You are repeating the entire
ls | replace
cycle for every single character. Don't - it kills performance. Loop overeach directoryall files once, and just use multiplesed
's, or multiple replacements in onesed
command.sed 's/á/a/g; s/í/i/g; ...'
(I was going to suggest
sed 'y/áí/ai/'
, but unfortunately that doesn't seem to work with Unicode. Perhapsperl -CS -Mutf8 -pe 'y/áí/ai/'
would.)You're still thinking in ASCII: "other special chars - ASCII Codes 33.. ..255". Don't.
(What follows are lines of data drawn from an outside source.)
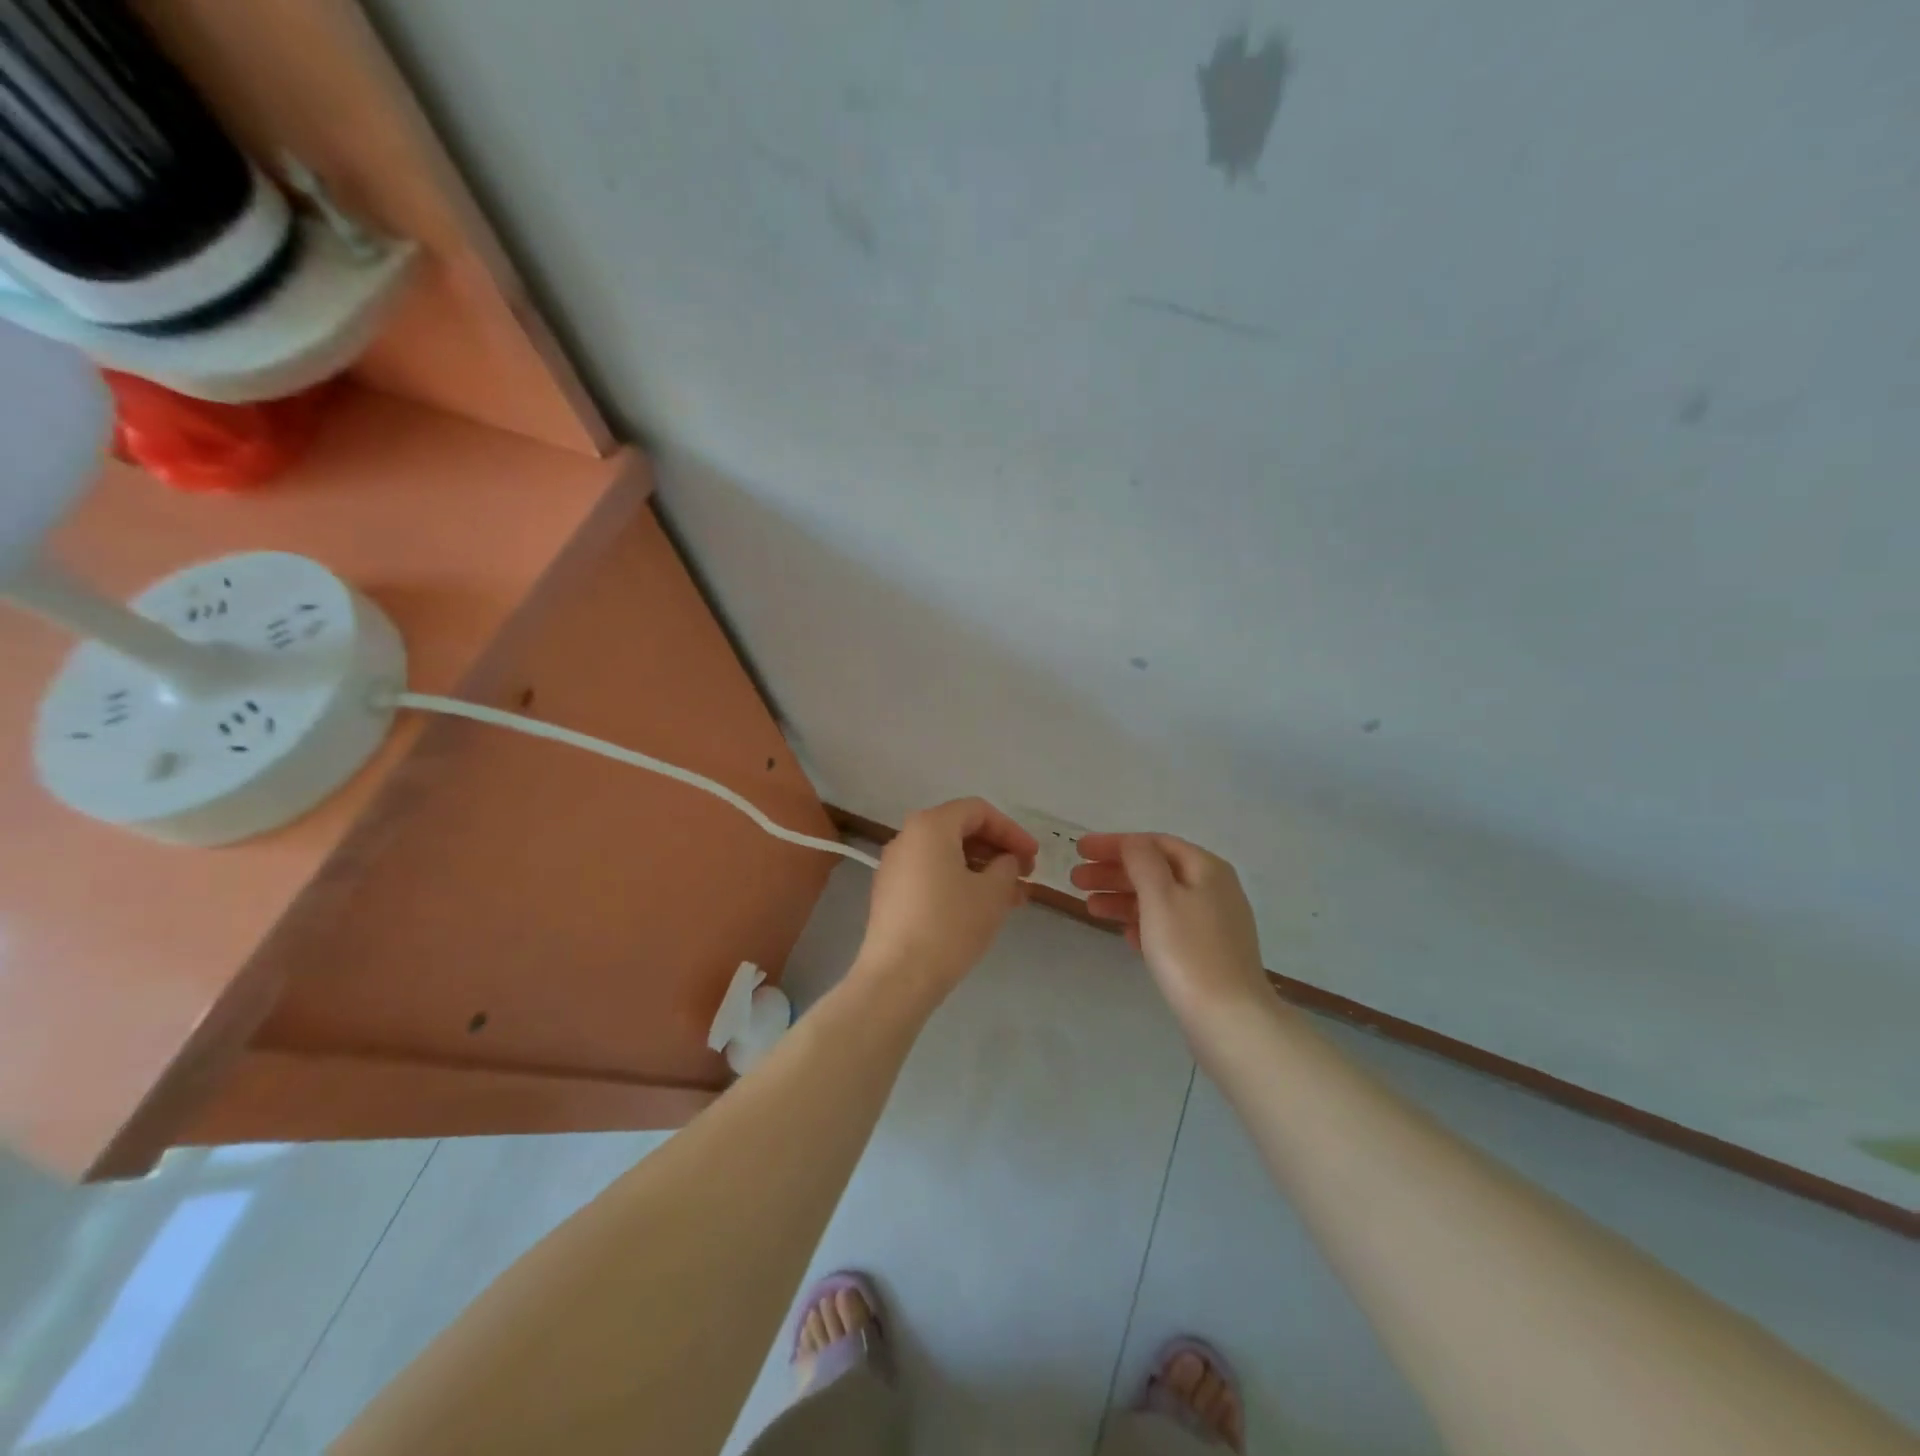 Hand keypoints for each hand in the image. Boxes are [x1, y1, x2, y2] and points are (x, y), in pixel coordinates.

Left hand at [857, 798, 1038, 1003]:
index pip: (978, 811)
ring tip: (1011, 897)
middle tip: (1025, 875)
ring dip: (982, 870)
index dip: (1011, 831)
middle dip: (997, 850)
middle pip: (960, 830)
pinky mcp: (890, 894)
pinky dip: (959, 882)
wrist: (898, 977)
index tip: (1033, 857)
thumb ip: (1007, 866)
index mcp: (930, 826)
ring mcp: (894, 866)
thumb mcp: (993, 893)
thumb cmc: (950, 925)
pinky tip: (981, 908)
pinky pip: (931, 875)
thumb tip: (1004, 861)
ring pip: (947, 856)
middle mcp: (907, 838)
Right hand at [1072, 833, 1268, 1023]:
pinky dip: (1142, 923)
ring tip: (1090, 907)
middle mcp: (1214, 889)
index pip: (1153, 843)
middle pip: (1155, 870)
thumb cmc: (1188, 951)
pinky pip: (1168, 926)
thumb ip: (1142, 861)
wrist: (1229, 1019)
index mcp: (1206, 868)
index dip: (1114, 843)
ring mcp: (1213, 923)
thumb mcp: (1160, 896)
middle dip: (1114, 872)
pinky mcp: (1207, 952)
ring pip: (1159, 899)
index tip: (1079, 849)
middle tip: (1076, 879)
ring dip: (1122, 898)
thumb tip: (1132, 842)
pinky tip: (1123, 933)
These days, most systems use Unicode in UTF-8 encoding, which has a much wider range of "special" characters - so big that listing them out one by one becomes pointless. (It is even multibyte - "e" is one byte, "ė" is three bytes.)
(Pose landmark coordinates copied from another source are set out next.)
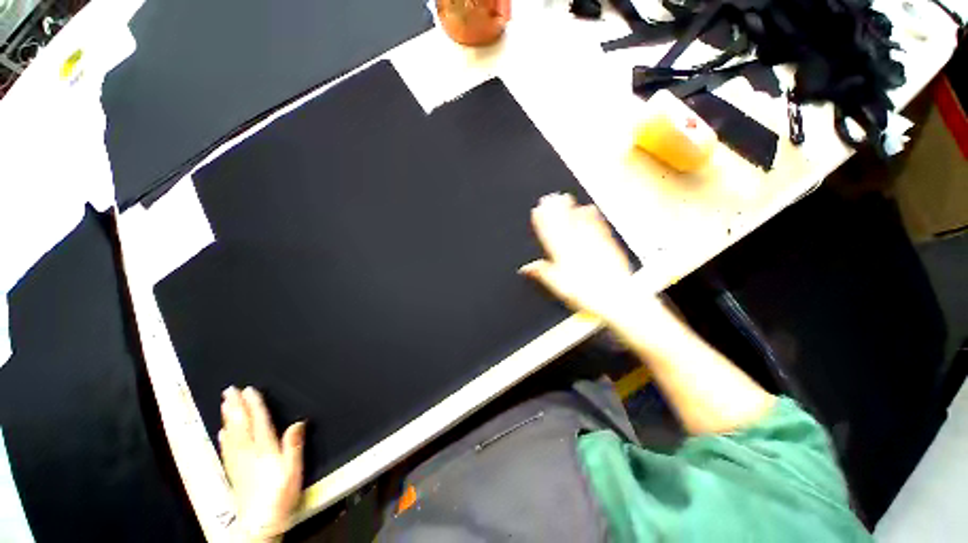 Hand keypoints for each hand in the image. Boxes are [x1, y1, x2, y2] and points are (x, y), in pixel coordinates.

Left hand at [220, 386, 304, 541]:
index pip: (258, 422)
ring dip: (227, 418)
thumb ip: (294, 445)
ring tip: (224, 404)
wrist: (259, 523)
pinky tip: (222, 432)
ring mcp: (238, 463)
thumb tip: (298, 422)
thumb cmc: (280, 495)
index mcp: (264, 450)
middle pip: (240, 426)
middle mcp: (248, 453)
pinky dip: (224, 438)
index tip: (249, 390)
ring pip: (231, 435)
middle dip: (235, 407)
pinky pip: (226, 449)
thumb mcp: (293, 470)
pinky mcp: (233, 472)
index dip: (254, 405)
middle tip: (230, 390)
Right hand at [520, 193, 634, 319]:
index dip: (542, 221)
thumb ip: (542, 273)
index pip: (549, 234)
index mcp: (564, 257)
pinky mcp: (608, 245)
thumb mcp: (559, 287)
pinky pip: (598, 227)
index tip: (537, 210)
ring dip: (571, 209)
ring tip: (565, 197)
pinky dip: (592, 217)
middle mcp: (577, 247)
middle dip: (554, 210)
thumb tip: (527, 268)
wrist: (617, 298)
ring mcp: (593, 244)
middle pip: (563, 225)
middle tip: (549, 197)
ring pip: (579, 222)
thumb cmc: (588, 295)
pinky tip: (589, 208) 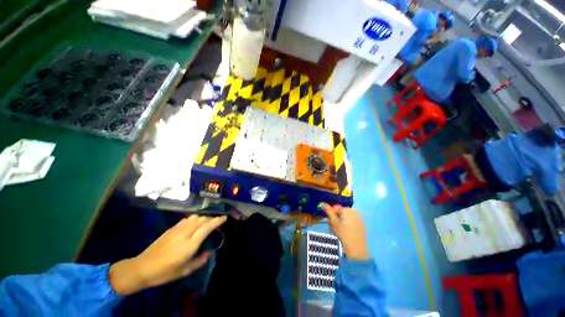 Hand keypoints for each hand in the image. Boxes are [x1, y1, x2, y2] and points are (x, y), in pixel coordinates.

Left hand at [109, 215, 226, 295]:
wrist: (142, 267)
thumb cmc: (165, 272)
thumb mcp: (184, 271)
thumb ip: (199, 261)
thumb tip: (208, 252)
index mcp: (190, 244)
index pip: (207, 227)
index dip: (217, 220)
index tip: (224, 218)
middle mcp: (185, 233)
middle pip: (202, 219)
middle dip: (211, 219)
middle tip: (216, 222)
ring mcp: (177, 229)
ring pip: (195, 217)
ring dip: (203, 218)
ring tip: (206, 222)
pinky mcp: (171, 228)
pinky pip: (186, 219)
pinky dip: (194, 219)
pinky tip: (194, 224)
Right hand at [321, 203, 369, 260]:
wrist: (356, 248)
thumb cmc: (343, 234)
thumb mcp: (333, 222)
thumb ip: (328, 211)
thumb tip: (322, 203)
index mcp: (347, 209)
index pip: (336, 209)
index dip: (332, 215)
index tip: (331, 223)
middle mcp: (354, 211)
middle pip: (342, 212)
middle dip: (337, 218)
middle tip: (334, 227)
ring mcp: (360, 218)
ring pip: (347, 217)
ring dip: (342, 222)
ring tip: (340, 231)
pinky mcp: (363, 225)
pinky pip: (353, 222)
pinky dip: (349, 225)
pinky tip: (347, 233) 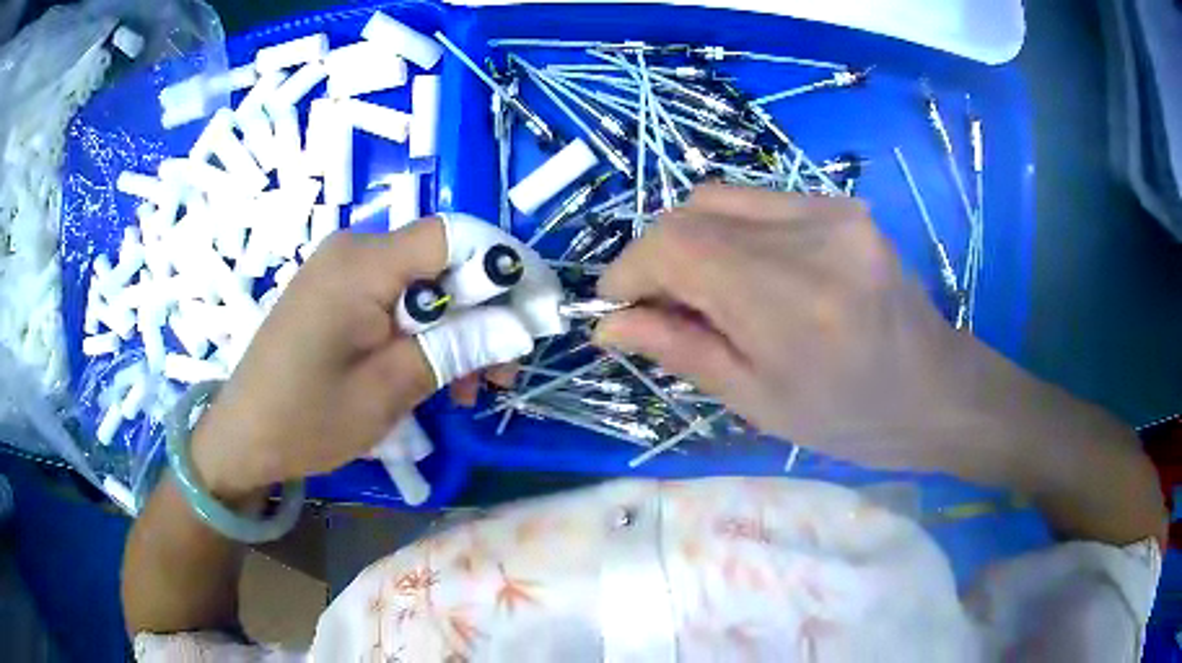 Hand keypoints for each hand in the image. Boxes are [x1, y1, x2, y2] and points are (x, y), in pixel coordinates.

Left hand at [190, 218, 527, 498]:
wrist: (242, 437)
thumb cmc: (307, 419)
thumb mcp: (389, 389)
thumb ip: (456, 347)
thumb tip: (519, 325)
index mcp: (363, 263)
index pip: (456, 236)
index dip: (505, 267)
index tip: (535, 315)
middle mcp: (354, 250)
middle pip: (442, 261)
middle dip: (481, 312)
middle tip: (502, 372)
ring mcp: (342, 270)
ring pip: (423, 284)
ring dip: (455, 329)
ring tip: (470, 388)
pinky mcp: (336, 293)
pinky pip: (395, 299)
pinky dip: (422, 332)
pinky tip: (433, 373)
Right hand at [595, 185, 1005, 475]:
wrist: (935, 390)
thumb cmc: (850, 418)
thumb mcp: (757, 400)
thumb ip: (680, 350)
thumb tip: (609, 324)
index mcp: (788, 300)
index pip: (674, 245)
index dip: (629, 270)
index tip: (616, 306)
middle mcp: (808, 235)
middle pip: (691, 211)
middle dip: (658, 256)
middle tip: (662, 305)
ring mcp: (830, 210)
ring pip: (720, 197)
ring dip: (692, 239)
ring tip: (706, 289)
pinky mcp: (841, 204)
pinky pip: (759, 200)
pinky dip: (732, 230)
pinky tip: (750, 273)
True ASCII has 128 characters. What you currently have in mind are the ISO 8859 character sets (sometimes called "ANSI") - in particular, ISO 8859-1. But they go all the way up to 8859-16, and only the "ASCII" part stays the same.
echo -n $(command)
is rather useless.There are much easier ways to find the directory and basename given a path. For example, you can do
directory=$(dirname "$path") oldnname=$(basename "$path") # filter $oldname mv "$path" "$directory/$newname"
Do not use
egrep
to check for errors. Check the program's return code. (Like you already do withcd
.)And instead of filtering out other errors, do...
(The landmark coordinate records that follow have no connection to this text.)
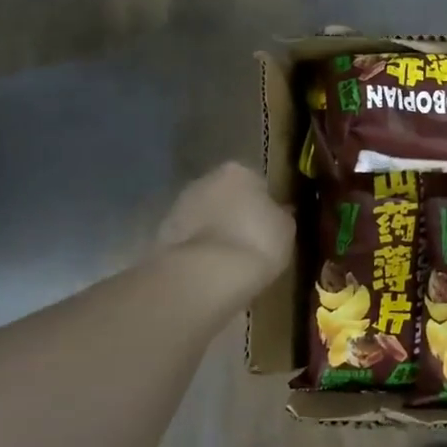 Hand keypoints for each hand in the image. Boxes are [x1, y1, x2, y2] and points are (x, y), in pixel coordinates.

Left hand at [150, 163, 294, 312]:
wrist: (204, 275)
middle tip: (248, 242)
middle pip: (225, 196)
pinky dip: (198, 251)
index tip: (268, 226)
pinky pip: (188, 240)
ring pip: (203, 217)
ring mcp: (179, 206)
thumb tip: (279, 212)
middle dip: (234, 214)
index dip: (263, 205)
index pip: (255, 183)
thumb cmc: (256, 242)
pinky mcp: (160, 235)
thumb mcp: (286, 229)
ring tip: (228, 262)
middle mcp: (204, 180)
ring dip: (213, 232)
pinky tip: (209, 271)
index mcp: (238, 171)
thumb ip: (281, 215) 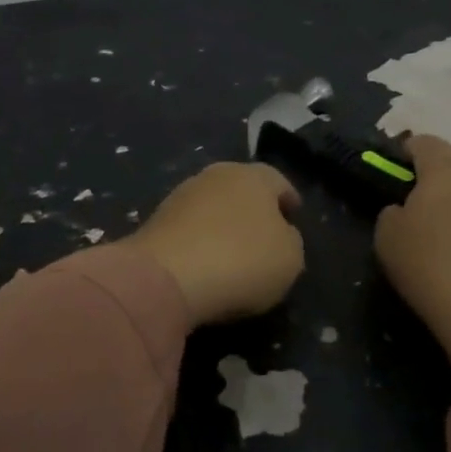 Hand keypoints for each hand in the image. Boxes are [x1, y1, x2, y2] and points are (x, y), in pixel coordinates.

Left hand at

if [[ -e $directory/$newname ]]; then echo "target already exists, skipping: $oldname -> $newname" continue else mv "$path" "$directory/$newname" fi
The ton of
sed 's/------------/-/g'
calls can be changed to a single regexp:sed -r 's/-{2,}/-/g'
The
[ ]
s intr [foo] [bar]
are unnecessary. They just causetr
to replace[
to[
, and]
to]
.Seriously?
echo "$FOLDERNAME" | sed "s/$/\//g"
How about this instead?
echo "$FOLDERNAME/"
And finally, use detox
.
这篇关于递归&QUOT;&正常化QUOT;文件名的文章就介绍到这了,希望我们推荐的答案对大家有所帮助,也希望大家多多支持IT屋!